Formel-1-Fans bemängeln, Elektroautos sind für den Rennsport zu leise. Das Fahrgeräusch fehlt – und der Geruch nach Benzin.

Ja, das ist tatsächlich schade. Der Geräuschpegel ist ein Teil des Gänsehaut-Gefühls, das Du bei einem Formel-1-Rennen bekommst. Daran werden elektrische Fahrzeuge nie rankommen. Deswegen hoffe ich auch, dass der Formel 1 künftig ein kleiner Platz in der Rennwelt erhalten bleibt.

Während Deiner Dankesrede hast Du begeistert von autonomen Fahrzeugen berichtet: Kürzlich bist Du gegen ein selbstfahrendes Auto angetreten. Die Challenge für Dich und die Technologie: Abbremsen, wenn der Kinderwagen auf der Straße steht. Das Fahrzeug hat Dich geschlagen.

Ja, das war beeindruckend. Klar: Als Rennfahrer bist du schnell, nicht nur beim Tempo auf der Straße, sondern auch bei der Reaktion. Doch die Technik war in diesem Fall besser.

Wenn alle Autos irgendwann selbst fahren, wird Dein alter Berufsstand abgeschafft.

Nein, denn es geht ja um die Gladiatoren, die hinter dem Steuer sitzen. Das wird sich nie ändern. Aber es wird etwas Neues hinzukommen. Genau, wie es jetzt einen Drohnen-Championship gibt, wird auch das Roborace irgendwann größer.

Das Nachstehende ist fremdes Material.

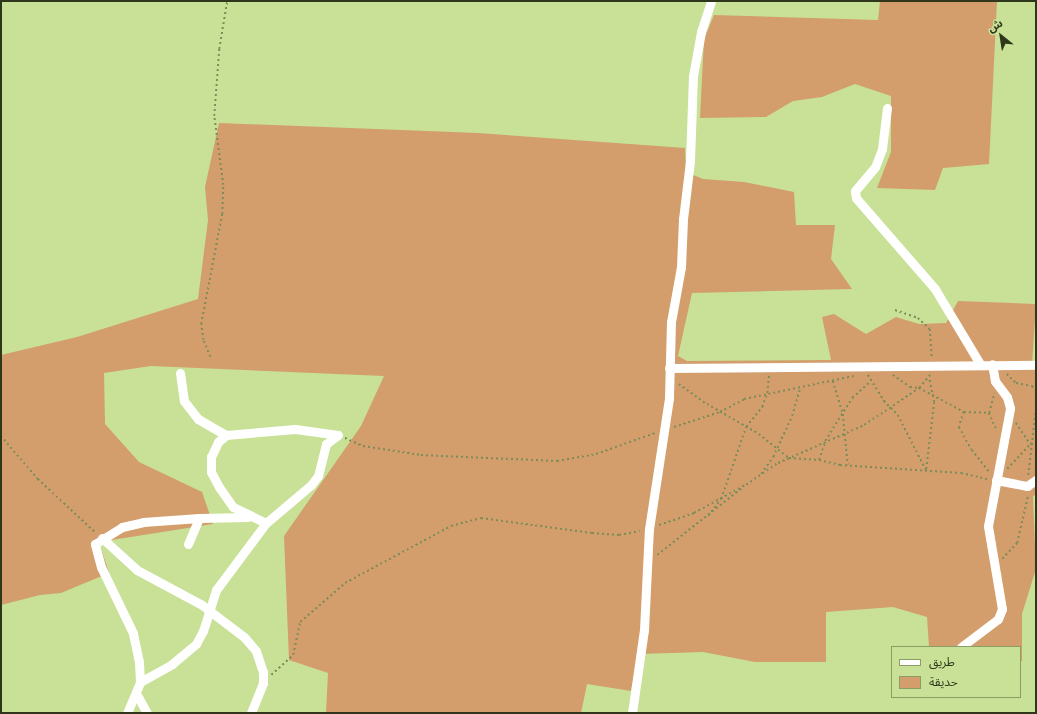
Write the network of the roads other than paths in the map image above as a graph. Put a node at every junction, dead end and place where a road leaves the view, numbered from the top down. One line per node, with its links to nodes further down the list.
1 (711, 1): 7 (street)
2 (887, 108): 3 (street)
3 (980, 364): 4 (street); 7 (street)
4 (992, 364): 5 (street); 9 (street)
5 (1036, 365)
6 (180, 373): 8 (street)
7 (669, 373): 23 (street)
8 (226, 435): 11 (street); 13 (street)
9 (996, 480): 10 (street); 17 (street)
10 (1036, 480)
11 (248, 517): 12 (street); 13 (street)
12 (199, 518): 14 (street); 15 (street)
13 (266, 523): 16 (street)
14 (102, 538): 16 (street); 18 (street)
15 (188, 544)
16 (209, 610): 18 (street); 22 (street)
17 (962, 646)
18 (140, 682): 19 (street)
19 (137, 695): 20 (street); 21 (street)
20 (128, 713)
21 (147, 713)
22 (251, 713)
23 (632, 713)

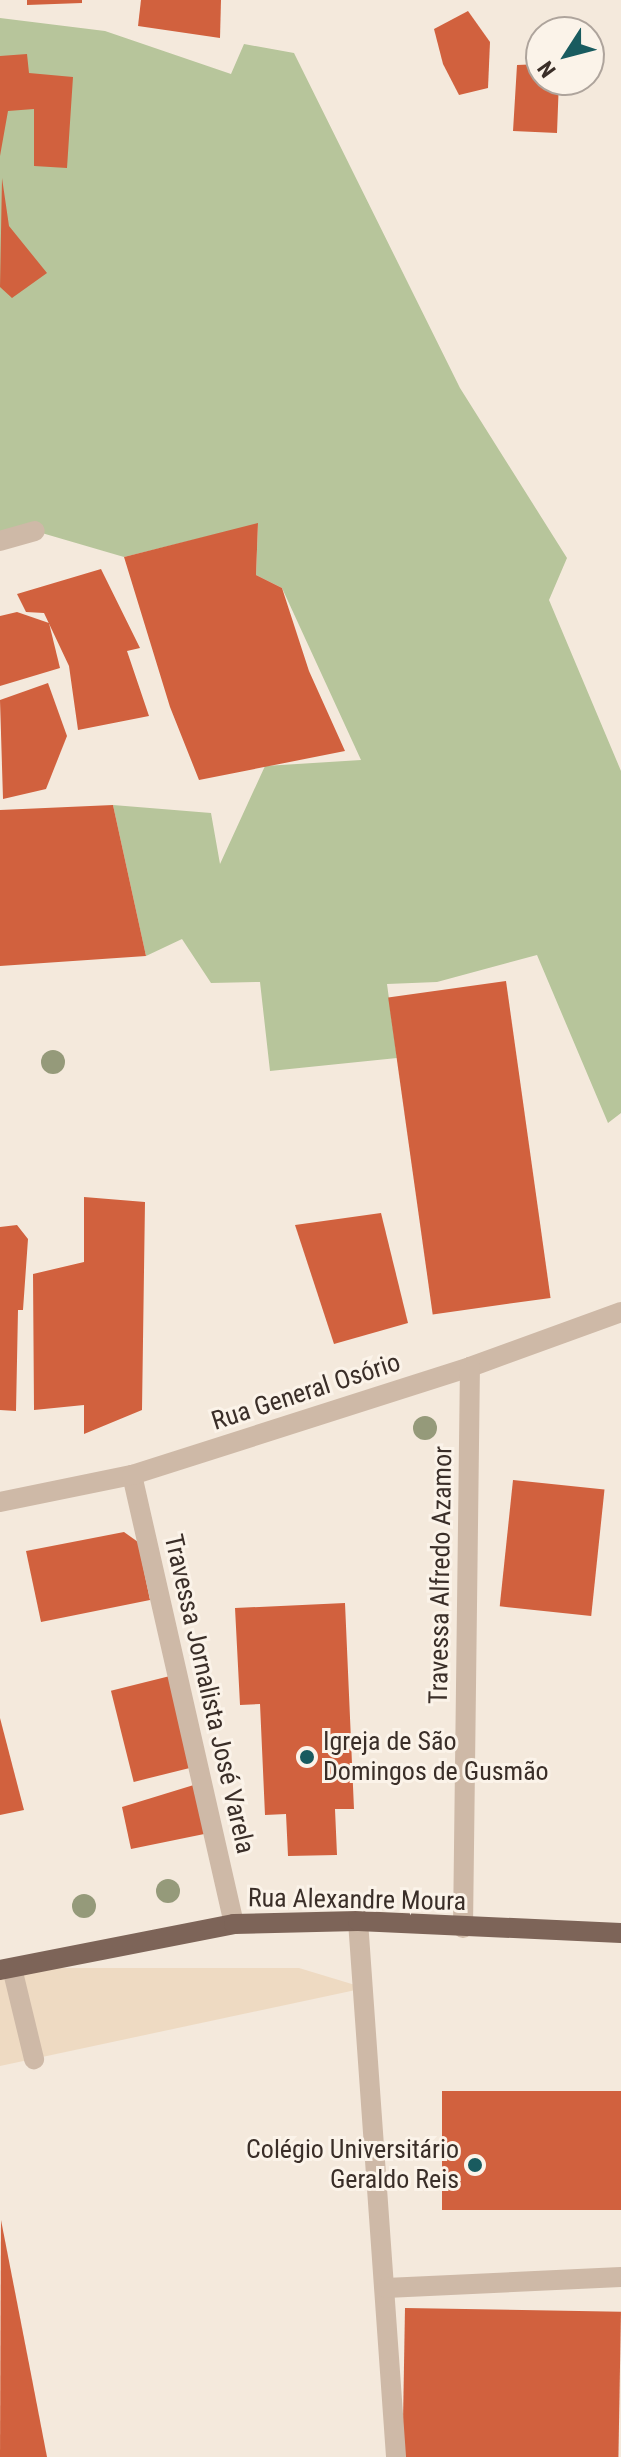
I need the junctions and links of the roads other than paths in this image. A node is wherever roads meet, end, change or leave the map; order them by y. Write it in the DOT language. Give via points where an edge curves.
graph roads {
  1 [pos="35,531"];
  2 [pos="0,541"];
  3 [pos="621,1312"];
  4 [pos="470,1367"];
  5 [pos="132,1475"];
  6 [pos="0,1502"];
  7 [pos="358,1921"];
  8 [pos="234,1924"];
  9 [pos="463,1928"];
  10 [pos="621,1933"];
  11 [pos="6,1969"];
  12 [pos="34,2059"];
  13 [pos="621,2277"];
  14 [pos="386,2288"];
  15 [pos="396,2457"];
  1 -- 2 [label="street"];
  3 -- 4 [label="street, Rua General Osório"];
  4 -- 5 [label="street, Rua General Osório"];
  4 -- 9 [label="street, Travessa Alfredo Azamor"];
  5 -- 6 [label="street, Rua General Osório"];
  5 -- 8 [label="street, Travessa Jornalista José Varela"];
  7 -- 8 [label="main road, Rua Alexandre Moura"];
  7 -- 9 [label="main road, Rua Alexandre Moura"];
  7 -- 14 [label="street"];
  8 -- 11 [label="main road, Rua Alexandre Moura"];
  9 -- 10 [label="main road, Rua Alexandre Moura"];
  11 -- 12 [label="street"];
  13 -- 14 [label="street"];
  14 -- 15 [label="street"];
}
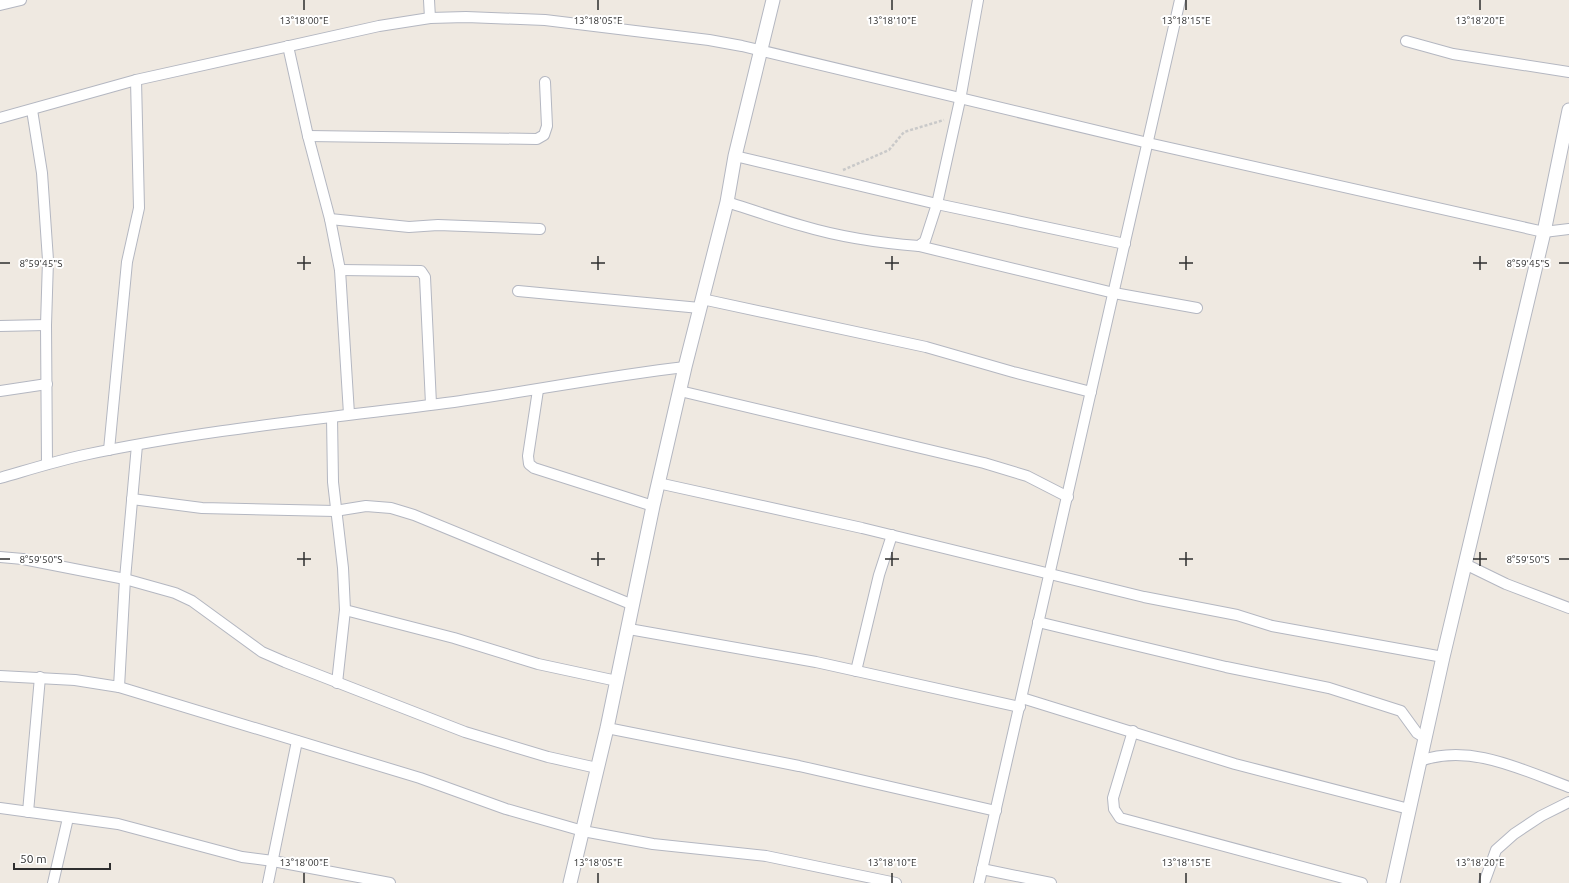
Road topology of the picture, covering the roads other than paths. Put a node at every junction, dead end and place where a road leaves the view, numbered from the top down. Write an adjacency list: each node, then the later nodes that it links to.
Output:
1 (21, 0): 6 (street)
2 (430, 0): 7 (street)
3 (773, 0): 10 (street)
4 (978, 0): 14 (street)
5 (1180, 0): 19 (street)
6 (0, 5)
7 (430, 18): 9 (street); 10 (street)
8 (1406, 41): 11 (street)
9 (288, 46): 12 (street); 18 (street)
10 (761, 51): 14 (street); 20 (street)
11 (1569, 72)
12 (136, 80): 15 (street); 46 (street)
13 (545, 82): 18 (street)
14 (960, 100): 19 (street); 22 (street)
15 (32, 110): 17 (street); 34 (street)
16 (1569, 110): 26 (street)
17 (0, 118)
18 (308, 136): 23 (street)
19 (1148, 144): 26 (street); 27 (street)
20 (735, 156): 21 (street); 22 (street)
21 (727, 202): 28 (street); 32 (street)
22 (937, 204): 27 (street); 28 (street)
23 (330, 219): 24 (street); 29 (street)
24 (540, 229)
25 (1569, 229): 26 (street)
26 (1544, 232): 56 (street)
27 (1125, 244): 31 (street)
28 (919, 246): 31 (street)
29 (340, 270): 42 (street); 43 (street)
30 (518, 292): 32 (street)
31 (1114, 292): 33 (street); 41 (street)
32 (701, 304): 36 (street); 41 (street)
33 (1197, 308)
34 (46, 325): 35 (street); 37 (street)
35 (0, 326)
36 (685, 367): 38 (street); 40 (street)
37 (47, 384): 39 (street); 47 (street)
38 (538, 390): 42 (street); 52 (street)
39 (0, 391)
40 (680, 391): 49 (street); 50 (street)
41 (1092, 392): 50 (street)
42 (431, 404): 43 (street)
43 (349, 414): 44 (street)
44 (332, 417): 45 (street); 53 (street)
45 (137, 445): 46 (street); 51 (street)
46 (109, 450): 47 (street)
47 (47, 464): 48 (street)
48 (0, 478)
49 (658, 483): 52 (street); 54 (street)
50 (1068, 497): 57 (street)
51 (132, 499): 53 (street); 58 (street)
52 (653, 506): 59 (street)
53 (335, 511): 59 (street); 61 (street)
54 (892, 536): 57 (street); 65 (street)
55 (0, 557): 58 (street)
56 (1465, 564): 60 (street); 64 (street)
57 (1050, 574): 62 (street); 64 (street)
58 (126, 579): 69 (street); 70 (street)
59 (633, 605): 63 (street)
60 (1569, 608)
61 (345, 610): 68 (street); 69 (street)
62 (1038, 622): 71 (street); 74 (street)
63 (629, 629): 65 (street); 68 (street)
64 (1443, 657): 74 (street)
65 (856, 671): 71 (street)
66 (0, 676): 67 (street)
67 (40, 677): 70 (street); 83 (street)
68 (617, 681): 72 (street)
69 (337, 683): 77 (street)
70 (119, 687): 75 (street)
71 (1021, 702): 73 (street); 82 (street)
72 (607, 728): 77 (street); 82 (street)
73 (1133, 731): 81 (street); 95 (street)
74 (1425, 738): 76 (street)
75 (297, 741): 85 (street); 86 (street)
76 (1420, 761): 78 (street); 81 (street)
77 (597, 768): 85 (street)
78 (1569, 787)
79 (1569, 802): 97 (street)
80 (0, 808): 83 (street)
81 (1409, 809): 96 (street)
82 (996, 811): 87 (street)
83 (28, 812): 84 (street)
84 (68, 818): 86 (street); 88 (street)
85 (583, 831): 91 (street); 92 (street)
86 (273, 861): 89 (street); 90 (street)
87 (982, 868): 93 (street); 94 (street)
88 (54, 883)
89 (268, 883)
90 (390, 883)
91 (570, 883)
92 (896, 883)
93 (979, 883)
94 (1051, 883)
95 (1362, 883)
96 (1393, 883)
97 (1484, 883)

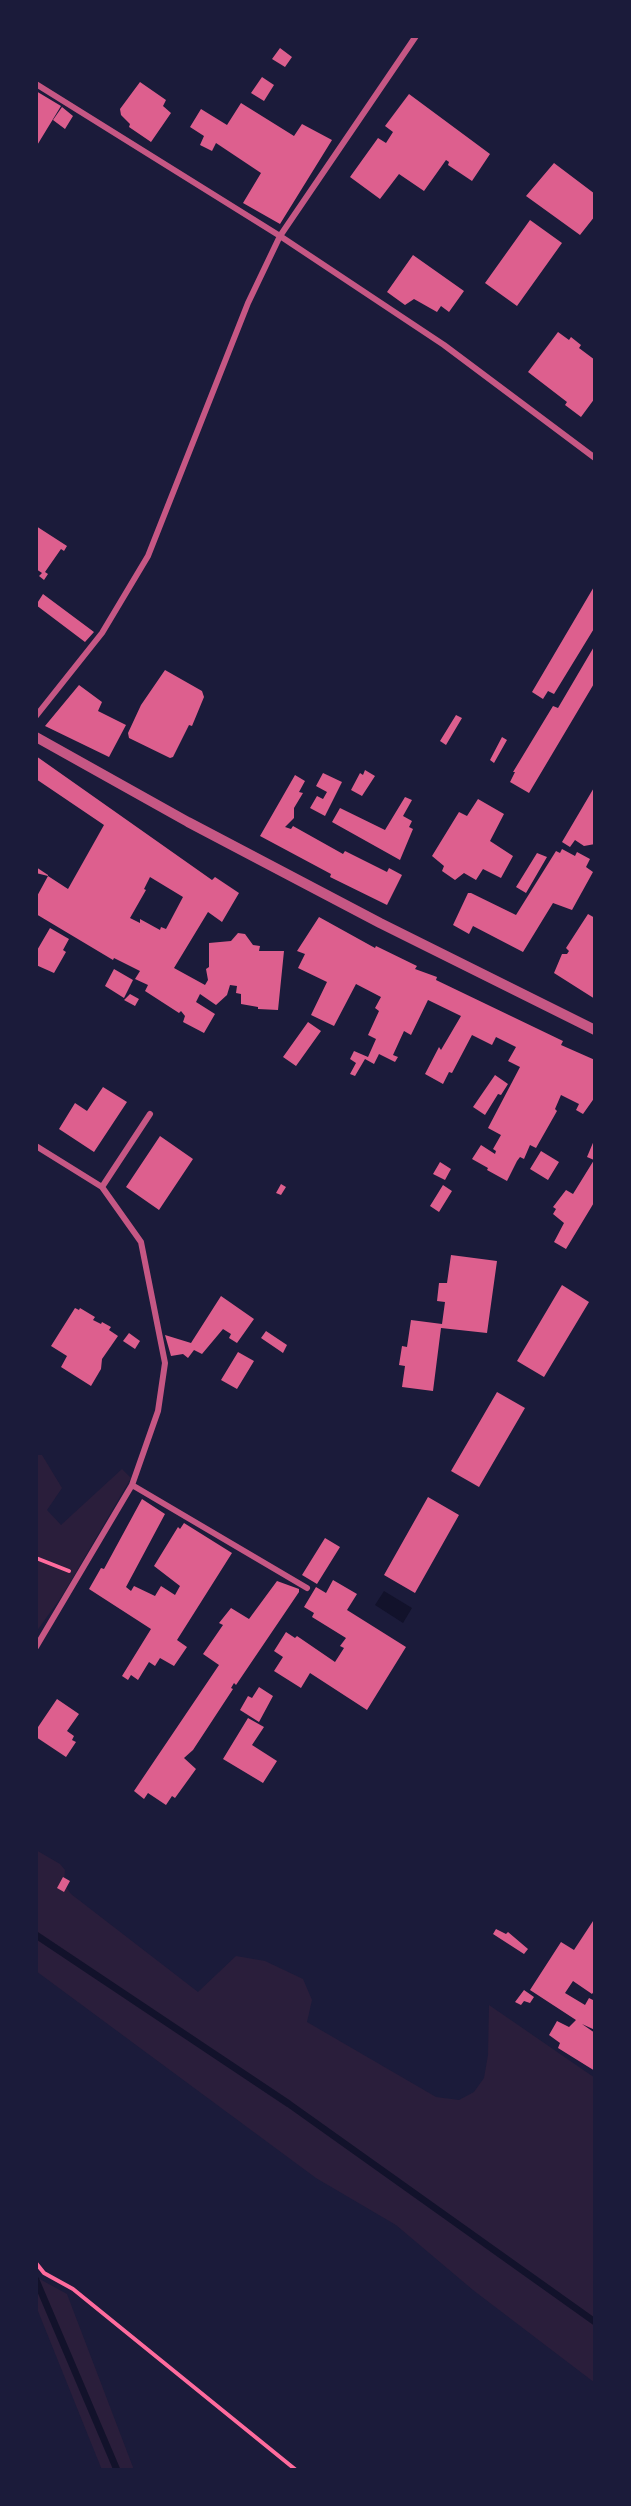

Bisher sind Frauen in der Mobility- und Tech-Szene unterrepräsentiert. Du selbst bist Vater von zwei Töchtern. Eine persönliche Frage: Wünschst Du Dir für Deine Töchter eine Welt, in der Frauen und Männer gleichermaßen an solchen Themen arbeiten?

Klar! Aber da bin ich sicher: Das wird kommen, wir sehen ja schon, dass sich da viel ändert. Persönlich setze ich auf das Prinzip: „Machen lassen“. Das bekomme ich hoffentlich auch hin.

Was genau meinst Du damit?

Ich will meine beiden Töchter bei ihrer Entwicklung nicht in eine Richtung drängen. Sondern ihnen viele Sachen zeigen und dann gucken, in welchen Bereichen sie eine Leidenschaft entwickeln, wo ihre Stärken liegen. Wenn das nach und nach klar wird, möchte ich sie bei eben diesen Dingen unterstützen. So wie ich auch Startups mit Investments unterstütze.